━━━ Supplied information

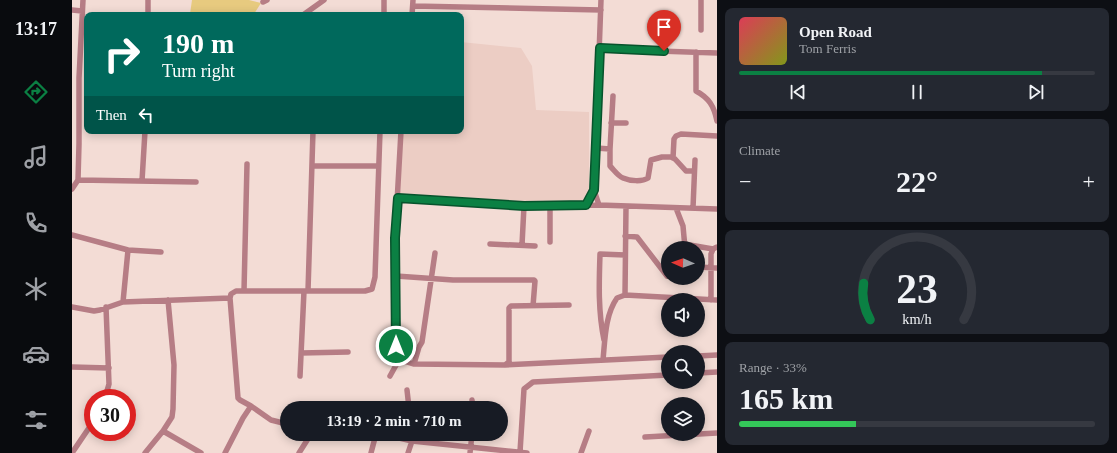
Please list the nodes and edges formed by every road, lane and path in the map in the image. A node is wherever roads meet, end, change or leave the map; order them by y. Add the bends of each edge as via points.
1 (83, 0) edge
2 (148, 0) edge
3 (324, 0) edge
4 (384, 0) edge
5 (601, 0) edge
6 (701, 0) edge
7 (413, 3) edge
8 (72, 10) edge
9 (601, 10) junction
10 (82, 11) junction
11 (148, 12) edge
12 (307, 12) edge
13 (384, 12) edge
14 (701, 30) dead end
15 (600, 48) junction
16 (696, 52) junction
17 (717, 53) edge
18 (72, 78) edge
19 (79, 78) junction
20 (613, 96) dead end
21 (717, 121) edge
22 (611, 123) junction
23 (626, 123) dead end
24 (145, 134) edge
25 (314, 134) edge
26 (380, 134) edge
27 (401, 134) edge
28 (717, 136) edge
29 (72, 144) edge
30 (80, 144) junction
31 (596, 148) junction
32 (610, 149) junction
33 (673, 158) junction
34 (695, 160) dead end
35 (247, 164) dead end
36 (312, 166) junction
37 (378, 166) junction
38 (694, 171) junction
39 (78, 180) junction
40 (142, 181) junction
41 (196, 182) dead end
42 (72, 189) edge
43 (594, 190) junction
44 (398, 198) junction
45 (586, 205) junction
46 (599, 205) junction
47 (524, 206) junction
48 (550, 206) junction
49 (626, 207) junction
50 (676, 208) junction
51 (693, 208) junction
52 (717, 209) edge
53 (72, 235) edge
54 (625, 236) junction
55 (684, 241) edge
56 (550, 242) dead end
57 (490, 244) dead end
58 (522, 245) junction
59 (535, 246) dead end
60 (705, 247) edge
61 (715, 248) edge
62 (128, 250) junction
63 (161, 252) dead end
64 (435, 253) dead end
65 (625, 255) junction
66 (661, 268) edge
67 (714, 268) edge
68 (396, 276) junction
69 (430, 280) junction
70 (244, 291) junction
71 (306, 291) junction
72 (625, 295) junction
73 (230, 298) junction
74 (168, 300) junction
75 (714, 300) edge
76 (124, 302) junction
77 (569, 305) dead end
78 (533, 306) junction
79 (72, 307) edge
80 (106, 307) junction
81 (605, 345) junction
82 (348, 352) dead end
83 (301, 353) junction
84 (717, 355) edge
85 (705, 356) edge
86 (661, 357) edge
87 (400, 358) junction
88 (603, 360) junction
89 (414, 364) junction
90 (505, 365) junction
91 (72, 367) edge
92 (109, 368) junction
93 (717, 372) edge
94 (705, 373) edge
95 (661, 375) edge
96 (300, 376) dead end
97 (390, 376) dead end
98 (108, 389) edge
99 (407, 390) dead end
100 (408, 401) edge
101 (251, 406) junction
102 (280, 422) edge
103 (163, 431) junction
104 (588, 431) dead end
105 (717, 433) edge
106 (84, 435) edge
107 (645, 437) dead end
108 (307, 441) edge
109 (374, 441) edge
110 (412, 441) joint
111 (471, 441) edge
112 (471, 446) junction
113 (512, 452) edge
114 (520, 452) edge
115 (72, 453) edge
116 (145, 453) edge
117 (201, 453) edge
118 (225, 453) edge
119 (299, 453) edge
120 (371, 453) edge
121 (408, 453) edge
122 (470, 453) edge
123 (527, 453) edge
124 (581, 453) edge

1 - 10 street
2 - 11 street
3 - 12 street
4 - 13 street
5 - 9 street
6 - 14 street
7 - 9 street
8 - 10 street
9 - 15 street
10 - 19 street
15 - 16 street
15 - 31 street
16 - 17 street
16 - 21 street via 696,90 708,99
18 - 19 street
19 - 30 street
20 - 22 street
22 - 23 street
22 - 32 street
24 - 40 street
25 - 36 street
26 - 37 street
27 - 44 street
28 - 33 street via 676,136
29 - 30 street
30 - 39 street
31 - 32 street
31 - 43 street
32 - 33 street via 610,166 621,177 636,181 648,178 651,160 654,158
33 - 38 street via 686,171
34 - 38 street
35 - 70 street
36 - 37 street
36 - 71 street
37 - 71 street via 375,277 372,289
38 - 51 street
39 - 40 street
39 - 42 street
40 - 41 street
43 - 45 street
43 - 46 street
44 - 47 street
44 - 68 street
45 - 46 street
45 - 48 street
46 - 49 street
47 - 48 street
47 - 58 street
48 - 56 street
49 - 50 street
49 - 54 street
50 - 51 street
50 - 55 street via 683,226
51 - 52 street
53 - 62 street
54 - 65 street
54 - 66 street via 637,237
57 - 58 street
58 - 59 street
60 - 61 street
61 - 67 street via 711,254
62 - 63 street
62 - 76 street
64 - 69 street
65 - 72 street
65 - 81 street via 600,254 600,323
67 - 75 street
68 - 69 street
68 - 87 street via 396,346
69 - 78 street via 534,280
69 - 89 street via 422,342
70 - 71 street
70 - 73 street via 233,292
71 - 83 street
72 - 75 street
72 - 81 street via 617,298 612,309
73 - 74 street
73 - 101 street via 238,398
74 - 76 street
74 - 103 street via 174,365 174,409
76 - 80 street
77 - 78 street
78 - 90 street via 509,308 509,362
79 - 80 street via 94,311
80 - 92 street
81 - 88 street
82 - 83 street
83 - 96 street
84 - 85 street
86 - 88 street
87 - 89 street
87 - 97 street
88 - 90 street
89 - 90 street
91 - 92 street
92 - 98 street
93 - 94 street
95 - 114 street via 533,382 524,389
99 - 100 street
101 - 102 street via 271,420
101 - 118 street via 242,418
103 - 116 street
103 - 117 street
104 - 124 street
105 - 107 street
106 - 115 street
108 - 119 street
109 - 120 street
110 - 112 street
110 - 121 street
111 - 112 street
112 - 113 street
112 - 122 street
113 - 114 street
114 - 123 street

━━━━━━

Transcribe every record above exactly, leaving out the pictures.

Please list the nodes and edges formed by every road, lane and path in the map in the image. A node is wherever roads meet, end, change or leave the map; order them by y. Add the bends of each edge as via points.
1 (83, 0) edge
2 (148, 0) edge
3 (324, 0) edge
4 (384, 0) edge
5 (601, 0) edge
6 (701, 0) edge
7 (413, 3) edge
8 (72, 10) edge
9 (601, 10) junction
10 (82, 11) junction
11 (148, 12) edge
12 (307, 12) edge
13 (384, 12) edge
14 (701, 30) dead end
15 (600, 48) junction
16 (696, 52) junction
17 (717, 53) edge
18 (72, 78) edge
19 (79, 78) junction
20 (613, 96) dead end
21 (717, 121) edge
22 (611, 123) junction
23 (626, 123) dead end
24 (145, 134) edge
25 (314, 134) edge
26 (380, 134) edge
27 (401, 134) edge
28 (717, 136) edge
29 (72, 144) edge
30 (80, 144) junction
31 (596, 148) junction
32 (610, 149) junction
33 (673, 158) junction
34 (695, 160) dead end
35 (247, 164) dead end
36 (312, 166) junction
37 (378, 166) junction
38 (694, 171) junction
39 (78, 180) junction
40 (142, 181) junction
41 (196, 182) dead end
42 (72, 189) edge
43 (594, 190) junction
44 (398, 198) junction
45 (586, 205) junction
46 (599, 205) junction
47 (524, 206) junction
48 (550, 206) junction
49 (626, 207) junction
50 (676, 208) junction
51 (693, 208) junction
52 (717, 209) edge
53 (72, 235) edge
54 (625, 236) junction
55 (684, 241) edge
56 (550, 242) dead end
57 (490, 244) dead end
58 (522, 245) junction
59 (535, 246) dead end
60 (705, 247) edge
61 (715, 248) edge
62 (128, 250) junction
63 (161, 252) dead end
64 (435, 253) dead end
65 (625, 255) junction
66 (661, 268) edge
67 (714, 268) edge
68 (396, 276) junction
69 (430, 280) junction
70 (244, 291) junction
71 (306, 291) junction
72 (625, 295) junction
73 (230, 298) junction
74 (168, 300) junction
75 (714, 300) edge
76 (124, 302) junction
77 (569, 305) dead end
78 (533, 306) junction
79 (72, 307) edge
80 (106, 307) junction
81 (605, 345) junction
82 (348, 352) dead end
83 (301, 353) junction
84 (717, 355) edge
85 (705, 356) edge
86 (661, 357) edge
87 (400, 358) junction
88 (603, 360) junction
89 (414, 364) junction
90 (505, 365) junction
91 (72, 367) edge
92 (109, 368) junction
93 (717, 372) edge
94 (705, 373) edge
95 (661, 375) edge
96 (300, 376) dead end
97 (390, 376) dead end
98 (108, 389) edge
99 (407, 390) dead end
100 (408, 401) edge
101 (251, 406) junction
102 (280, 422) edge
103 (163, 431) junction
104 (588, 431) dead end
105 (717, 433) edge
106 (84, 435) edge
107 (645, 437) dead end
108 (307, 441) edge
109 (374, 441) edge
110 (412, 441) joint
111 (471, 441) edge
112 (471, 446) junction
113 (512, 452) edge
114 (520, 452) edge
115 (72, 453) edge
116 (145, 453) edge
117 (201, 453) edge
118 (225, 453) edge
119 (299, 453) edge
120 (371, 453) edge
121 (408, 453) edge
122 (470, 453) edge
123 (527, 453) edge
124 (581, 453) edge

1 - 10 street
2 - 11 street
3 - 12 street
4 - 13 street
5 - 9 street
6 - 14 street
7 - 9 street
8 - 10 street
9 - 15 street
10 - 19 street
15 - 16 street
15 - 31 street
16 - 17 street
16 - 21 street via 696,90 708,99
18 - 19 street
19 - 30 street
20 - 22 street
22 - 23 street
22 - 32 street
24 - 40 street
25 - 36 street
26 - 37 street
27 - 44 street
28 - 33 street via 676,136
29 - 30 street
30 - 39 street
31 - 32 street
31 - 43 street
32 - 33 street via 610,166 621,177 636,181 648,178 651,160 654,158
33 - 38 street via 686,171
34 - 38 street
35 - 70 street
36 - 37 street
36 - 71 street
37 - 71 street via 375,277 372,289
38 - 51 street
39 - 40 street
39 - 42 street
40 - 41 street
43 - 45 street
43 - 46 street
44 - 47 street
44 - 68 street
45 - 46 street
45 - 48 street
46 - 49 street
47 - 48 street
47 - 58 street
48 - 56 street
49 - 50 street
49 - 54 street
50 - 51 street
50 - 55 street via 683,226
51 - 52 street
53 - 62 street
54 - 65 street
54 - 66 street via 637,237
57 - 58 street
58 - 59 street
60 - 61 street
61 - 67 street via 711,254
62 - 63 street
62 - 76 street
64 - 69 street
65 - 72 street
65 - 81 street via 600,254 600,323
67 - 75 street
68 - 69 street
68 - 87 street via 396,346
69 - 78 street via 534,280
69 - 89 street via 422,342
70 - 71 street
70 - 73 street via 233,292
71 - 83 street
72 - 75 street
72 - 81 street via 617,298 612,309
73 - 74 street
73 - 101 street via 238,398
74 - 76 street
74 - 103 street via 174,365 174,409
76 - 80 street
77 - 78 street
78 - 90 street via 509,308 509,362
79 - 80 street via 94,311
80 - 92 street
81 - 88 street
82 - 83 street
83 - 96 street
84 - 85 street
86 - 88 street
87 - 89 street
87 - 97 street
88 - 90 street
89 - 90 street
91 - 92 street
92 - 98 street
93 - 94 street
95 - 114 street via 533,382 524,389
99 - 100 street
101 - 102 street via 271,420
101 - 118 street via 242,418
103 - 116 street
103 - 117 street
104 - 124 street
105 - 107 street
106 - 115 street
108 - 119 street
109 - 120 street
110 - 112 street
110 - 121 street
111 - 112 street
112 - 113 street
112 - 122 street
113 - 114 street
114 - 123 street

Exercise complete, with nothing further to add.